OPINION15 October 2014

Measuring satisfaction

Opinion

The term ‘customer satisfaction’ is used frequently by marketing professionals and other industries alike. We understand that keeping customers satisfied is important, but why is it important to measure this satisfaction, and how is the measuring done?

Brands measure customer satisfaction for many reasons. Purchase behaviour is the largest driver in customer satisfaction measurement need. Presumably, the more satisfied a customer is, the more brand loyal they will be. The more brand loyal they are, the higher sales will climb. This type of relationship creates a positive correlation between customer satisfaction and purchase behaviour. Measuring customer satisfaction in order to predict other variables is key.

Once a company has tangible statistics about how satisfied their customer base is, taking action towards positive brand changes is that much easier. If customers are highly satisfied with one domain of an organisation, i.e. 4G LTE service, but highly dissatisfied with dropped calls, marketers can identify customer concern and tailor ad campaigns, or new product launches to weaker brand areas.

Net Promoter Score

Net Promoter Score (NPS) which looks at the willingness of a customer to recommend this product or service to friends or relatives is frequently used.

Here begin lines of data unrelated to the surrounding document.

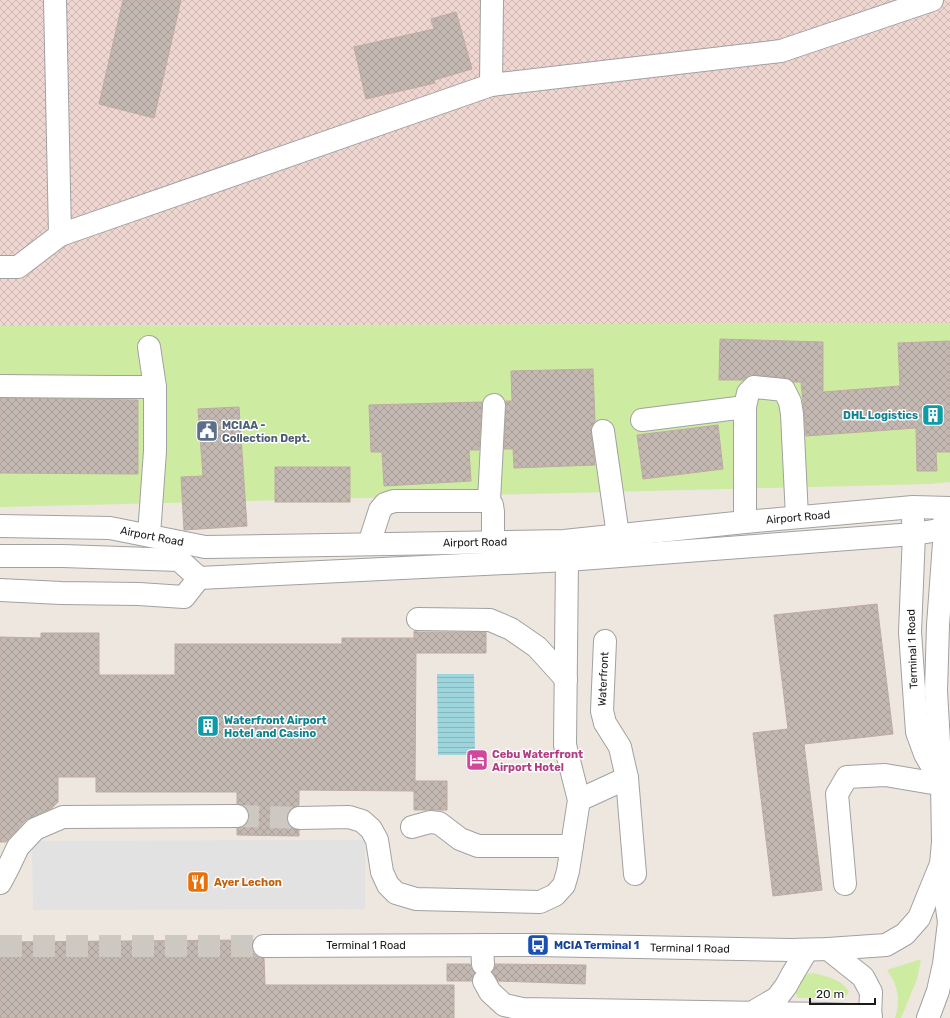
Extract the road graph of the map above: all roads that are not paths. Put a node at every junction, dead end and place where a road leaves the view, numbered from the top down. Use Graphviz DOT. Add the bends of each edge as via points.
graph roads {
  1 [pos="55,0"];
  2 [pos="492,0"];
  3 [pos="932,0"];
  4 [pos="491,85"];
  5 [pos="60,235"];
  6 [pos="0,267"];
  7 [pos="149,347"];
  8 [pos="0,386"];
  9 [pos="155,387"];
  10 [pos="494,405"];
  11 [pos="745,407"];
  12 [pos="642,420"];
  13 [pos="603,431"];
  14 [pos="489,501"];
  15 [pos="913,508"];
  16 [pos="797,517"];
  17 [pos="947,518"];
  18 [pos="745,522"];
  19 [pos="0,526"];
  20 [pos="914,534"];
  21 [pos="149,535"];
  22 [pos="618,535"];
  23 [pos="494,542"];
  24 [pos="369,544"];
  25 [pos="566,550"];
  26 [pos="0,556"];
  27 [pos="199,578"];
  28 [pos="0,590"];
  29 [pos="418,620"];
  30 [pos="605,641"];
  31 [pos="566,679"];
  32 [pos="950,763"];
  33 [pos="627,778"];
  34 [pos="946,785"];
  35 [pos="579,800"];
  36 [pos="237,816"];
  37 [pos="299,818"];
  38 [pos="412,827"];
  39 [pos="572,846"];
  40 [pos="941,864"];
  41 [pos="634,874"];
  42 [pos="0,883"];
  43 [pos="845,884"];
  44 [pos="264,946"];
  45 [pos="828,949"];
  46 [pos="807,950"];
  47 [pos="483,963"];
  48 [pos="753,1012"];
  49 [pos="871,1017"];
  50 [pos="928,1018"];
  1 -- 5 [label="street"];
  2 -- 4 [label="street"];
  3 -- 4 [label="street" via="781,51"];
  4 -- 5 [label="street"];
  5 -- 6 [label="street" via="18,267"];
  7 -- 9 [label="street"];
  8 -- 9 [label="street"];
  9 -- 21 [label="street" via="155,450"];
  10 -- 14 [label="street"];
  11 -- 12 [label="street"];
  11 -- 16 [label="street" via="748,392 754,387 784,390 790,402"];
  11 -- 18 [label="street"];
  13 -- 22 [label="street"];
  14 -- 23 [label="street" via="492,505"];
  14 -- 24 [label="street" via="394,501 385,504 380,510"];
  15 -- 16 [label="street, Airport Road"];
  15 -- 17 [label="street, Airport Road"];
  15 -- 20 [label="street, Terminal 1 Road"];
  16 -- 18 [label="street, Airport Road"];
  17 -- 20 [label="street, Airport Road"];
  17 -- 34 [label="street, Terminal 1 Road" via="938,625 936,691 939,743"];
  18 -- 22 [label="street, Airport Road"];
  19 -- 21 [label="street, Airport Road" via="110,528"];
  20 -- 25 [label="street, Airport Road"];
  20 -- 34 [label="street, Terminal 1 Road" via="910,632 917,732 925,754"];
  21 -- 24 [label="street, Airport Road" via="205,547"];
  22 -- 25 [label="street, Airport Road"];
  23 -- 24 [label="street, Airport Road"];
  23 -- 25 [label="street, Airport Road"];
  25 -- 27 [label="street, Airport Road"];
  25 -- 31 [label="street"];
  26 -- 27 [label="street, Airport Road" via="179,560"];
  27 -- 28 [label="street" via="184,597"];
  29 -- 31 [label="street" via="490,620 511,629 537,647"];
  30 -- 33 [label="street, Waterfront" via="602,711 605,723 620,747"];
  31 -- 35 [label="street" via="565,745"];
  32 -- 34 [label="street, Terminal 1 Road"];
  33 -- 35 [label="street"];
  33 -- 41 [label="street, Waterfront"];
  34 -- 40 [label="street, Terminal 1 Road"];
  34 -- 43 [label="street" via="884,775 847,777 837,794"];
  35 -- 39 [label="street"];
  36 -- 42 [label="street" via="63,817 35,829 18,847"];
  37 -- 39 [label="street" via="349,817 362,821 372,829 377,840 382,872 388,885 396,893 416,899 540,902 555,895 564,885"];
  38 -- 39 [label="street" via="430,822 439,823 453,835 478,846"];
  40 -- 45 [label="street, Terminal 1 Road" via="919,918 905,934 886,945"];
  40 -- 50 [label="street" via="949,922 944,964"];
  44 -- 47 [label="street, Terminal 1 Road"];
  45 -- 46 [label="street, Terminal 1 Road"];
  45 -- 49 [label="street" via="863,977 871,992"];
  46 -- 47 [label="street, Terminal 1 Road" via="538,945"];
  46 -- 48 [label="street" via="777,998"];
  47 -- 48 [label="street" via="490,992 504,1005 522,1009"];
  48 -- 49 [label="street"];
}
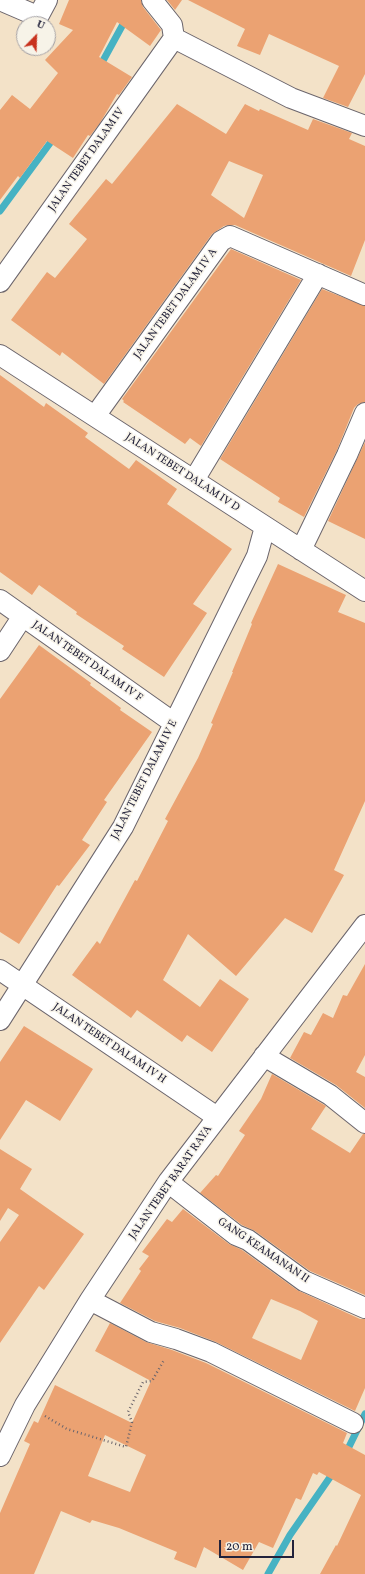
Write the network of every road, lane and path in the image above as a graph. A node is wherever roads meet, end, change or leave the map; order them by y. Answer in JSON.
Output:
{"nodes":[{"id":1,"x":0,"y":0,"type":"edge"},
{"id":2,"x":47,"y":0,"type":"edge"},
{"id":3,"x":155,"y":2,"type":"edge"},
{"id":4,"x":174,"y":38,"type":"junction"},
{"id":5,"x":364,"y":123,"type":"edge"},
{"id":6,"x":318,"y":274,"type":"junction"},
{"id":7,"x":0,"y":282,"type":"edge"},
{"id":8,"x":365,"y":295,"type":"edge"},
{"id":9,"x":0,"y":355,"type":"edge"},
{"id":10,"x":365,"y":413,"type":"edge"},
{"id":11,"x":95,"y":416,"type":"junction"},
{"id":12,"x":194,"y":480,"type":"junction"},
{"id":13,"x":265,"y":527,"type":"junction"},
{"id":14,"x":301,"y":550,"type":"junction"},
{"id":15,"x":365,"y":591,"type":"edge"},
{"id":16,"x":0,"y":600,"type":"edge"},
{"id":17,"x":23,"y":616,"type":"junction"},
{"id":18,"x":0,"y":651,"type":"edge"},
{"id":19,"x":174,"y":723,"type":"junction"},
{"id":20,"x":365,"y":925,"type":"edge"},
{"id":21,"x":0,"y":970,"type":"edge"},
{"id":22,"x":22,"y":986,"type":"junction"},
{"id":23,"x":0,"y":1020,"type":"edge"},
{"id":24,"x":264,"y":1056,"type":"junction"},
{"id":25,"x":217,"y":1117,"type":"junction"},
{"id":26,"x":365,"y":1123,"type":"edge"},
{"id":27,"x":168,"y":1182,"type":"junction"},
{"id":28,"x":90,"y":1300,"type":"junction"},
{"id":29,"x":365,"y":1308,"type":"edge"},
{"id":30,"x":176,"y":1339,"type":"junction"},
{"id":31,"x":25,"y":1405,"type":"junction"},
{"id":32,"x":353,"y":1423,"type":"dead end"},
{"id":33,"x":0,"y":1456,"type":"edge"}],
"edges":[{"from":1,"to":2,"type":"street"},
{"from":3,"to":4,"type":"street"},
{"from":4,"to":5,"type":"street"},
{"from":4,"to":7,"type":"street","name":"JALAN TEBET DALAM IV"},
{"from":6,"to":8,"type":"street","name":"JALAN TEBET DALAM IV A"},
{"from":6,"to":11,"type":"street","name":"JALAN TEBET DALAM IV A"},
{"from":6,"to":12,"type":"street"},
{"from":9,"to":11,"type":"street","name":"JALAN TEBET DALAM IV D"},
{"from":10,"to":14,"type":"street"},
{"from":11,"to":12,"type":"street","name":"JALAN TEBET DALAM IV D"},
{"from":12,"to":13,"type":"street","name":"JALAN TEBET DALAM IV D"},
{"from":13,"to":14,"type":"street","name":"JALAN TEBET DALAM IV D"},
{"from":13,"to":19,"type":"street","name":"JALAN TEBET DALAM IV E"},
{"from":14,"to":15,"type":"street","name":"JALAN TEBET DALAM IV D"},
{"from":16,"to":17,"type":"street","name":"JALAN TEBET DALAM IV F"},
{"from":17,"to":18,"type":"street"},
{"from":17,"to":19,"type":"street","name":"JALAN TEBET DALAM IV F"},
{"from":19,"to":22,"type":"street","name":"JALAN TEBET DALAM IV E"},
{"from":20,"to":24,"type":"street","name":"JALAN TEBET BARAT RAYA"},
{"from":21,"to":22,"type":"street","name":"JALAN TEBET DALAM IV H"},
{"from":22,"to":23,"type":"street","name":"JALAN TEBET DALAM IV E"},
{"from":22,"to":25,"type":"street","name":"JALAN TEBET DALAM IV H"},
{"from":24,"to":25,"type":"street","name":"JALAN TEBET BARAT RAYA"},
{"from":24,"to":26,"type":"street"},
{"from":25,"to":27,"type":"street","name":"JALAN TEBET BARAT RAYA"},
{"from":27,"to":28,"type":"street","name":"JALAN TEBET BARAT RAYA"},
{"from":27,"to":29,"type":"street","name":"GANG KEAMANAN II"},
{"from":28,"to":30,"type":"street"},
{"from":28,"to":31,"type":"street","name":"JALAN TEBET BARAT RAYA"},
{"from":30,"to":31,"type":"path"},
{"from":30,"to":32,"type":"street"},
{"from":31,"to":33,"type":"street","name":"JALAN TEBET BARAT RAYA"}]}
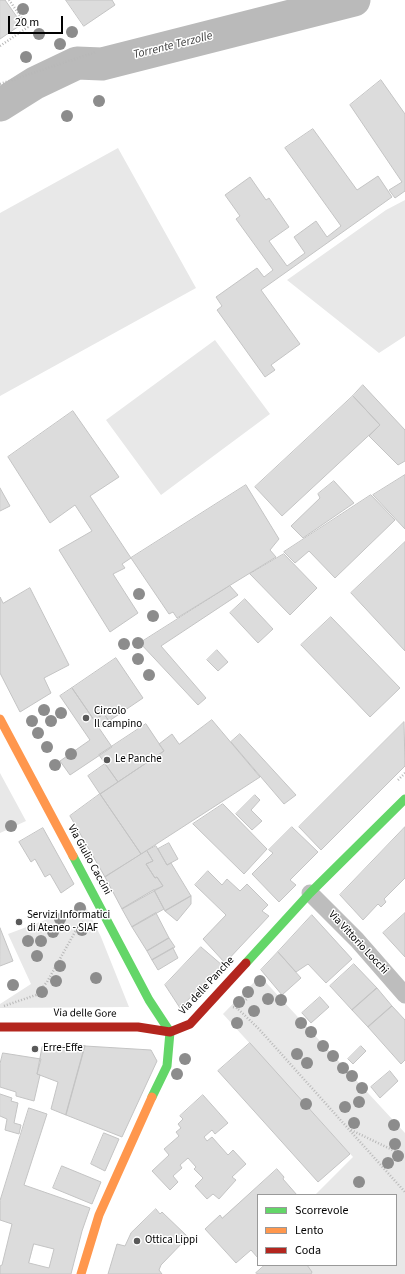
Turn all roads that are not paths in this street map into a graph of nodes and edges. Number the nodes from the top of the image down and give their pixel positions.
1 (0, 719) edge
2 (405, 799) edge
3 (310, 893) junction
4 (405, 995) edge
5 (0, 1026) edge
6 (170, 1032) junction
7 (81, 1274) edge

1 - 6 street, Via Giulio Caccini
2 - 3 street, Via delle Panche
3 - 4 street, Via Vittorio Locchi
3 - 6 street, Via delle Panche
5 - 6 street, Via delle Gore
6 - 7 street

In addition to the NPS, companies may employ some sort of data tracking over time to measure customer satisfaction. Data tracking is primarily collected longitudinally and compared from year to year or advertisement to advertisement. Data tracking serves as a great way to compare product launches, advertising reach and customer data. Although these insights are valuable, they are hardly ever used to their full capacity.

Problems with measuring  

Most customer satisfaction measurement, including the NPS, is fundamentally flawed for several reasons:

  1. It isn’t actionable. We measure satisfaction, and in the case of NPS the likelihood of recommending, but then find out that most people don’t actually make recommendations.
  2. We don’t see differences in the data: most satisfaction measurement surveys include a range of ratings across a large number of metrics ( 30-50 items is common), using a Likert scale. However, our research suggests that only a fraction of the real-estate in a scale is used by a respondent – 80% of respondents use only one or two response items for 75% or more of questions. When everything is rated a three or four out of six, how do you know what needs improvement?
  3. It isn’t linked to cost data: the biggest problem is that all too often we only look at the statistical drivers of satisfaction, without an understanding of the cost to improve those services. The biggest drivers to improve often have the biggest cost to implement. We ignore improvements that can be leveraged with a better ROI – relatively inexpensive changes that produce a disproportionate amount of value.

These challenges are looked at in more detail, in Tim Glowa’s book Measuring Customer Satisfaction, along with how customer satisfaction research can be less descriptive and more actionable

1 Comment

6 years ago

Many CSat programmes force customers to provide ratings on everything. It is much more effective to allow customers to choose what they rate you on (and to 'hide' the rating scale so it doesn't look daunting). If customer's decide what to rate you on, it makes the customer's task easier, it means weakly-held views are not mixed up with strongly-held views and gives more relevant and actionable data since only the priority areas for the customer get measured.